OMG Saw some copper Indian arrowhead at a museum in southern Ohio years ago, and can only dream of finding ONE in my lifetime! Thanks for the history lesson. As a bow hunter in my early youth (hunting rabbits along the Maumee river in Ohio; of couse illegal), I know well the feeling of losing an arrow (head) after missing a rabbit and more rarely a pheasant. We often lost them during the Winter months in snow and would return to find some of them in the Spring.
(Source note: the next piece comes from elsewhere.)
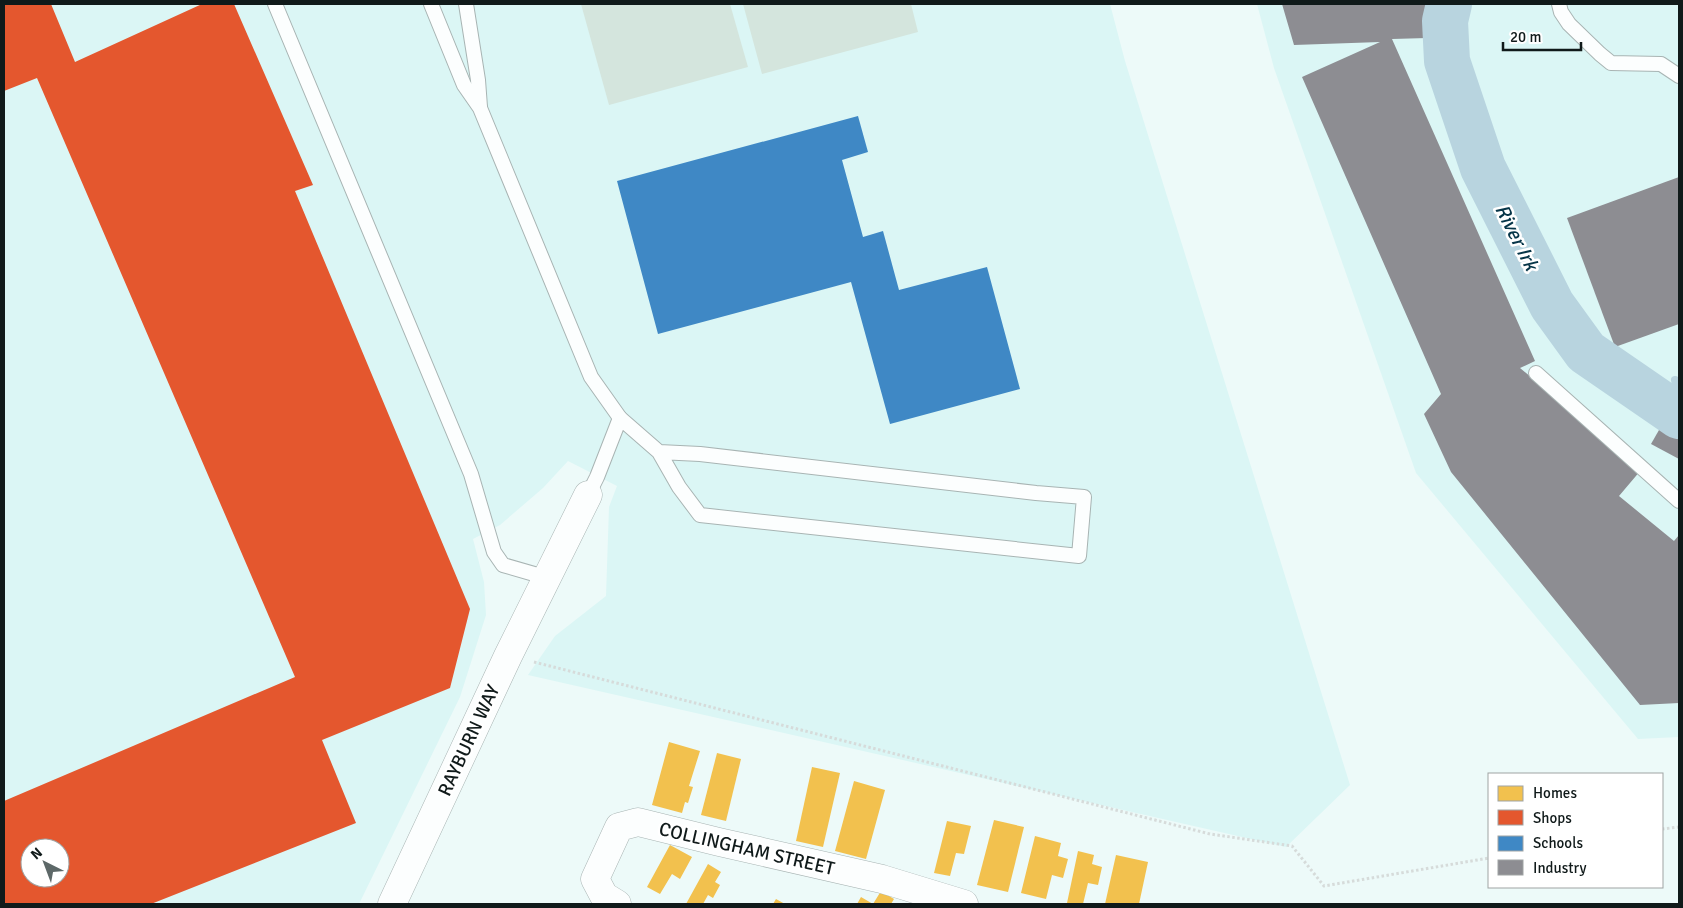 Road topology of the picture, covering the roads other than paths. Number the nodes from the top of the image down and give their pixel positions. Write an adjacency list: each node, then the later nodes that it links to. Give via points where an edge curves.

I find points, both stone and copper, not too far away from tidal estuaries with brooks running into them. I think it's possible that they came into these estuaries by canoe and small boats hunting along the shores. The quiet approach via water could be more effective than walking through the forest, especially when morning fog shrouds the waterways. But this is also a good way to lose arrows as they disappear beyond eyesight. I have an estuary where I pluck musket balls and arrowheads out of a side of hill which acted as a backstop from hunting on the water.
 
Great recoveries! I do most of my detecting in the Lower Hudson River Valley of NY. When I see those copper arrowheads of yours, a sickening question comes to mind: Did I dig one of those in my early days, and threw it in the scrap bucket not know what it was? I sure hope not!
 
Great recoveries! I do most of my detecting in the Lower Hudson River Valley of NY. When I see those copper arrowheads of yours, a sickening question comes to mind: Did I dig one of those in my early days, and threw it in the scrap bucket not know what it was? I sure hope not!
Once you start finding these copper arrowheads, you look at all copper scrap with suspicion. I found two larger pieces of sheet copper that I believe were tools used by Natives during the Contact Period. Not points, but one a very sharp awl and the other a cutting instrument with serrated edging.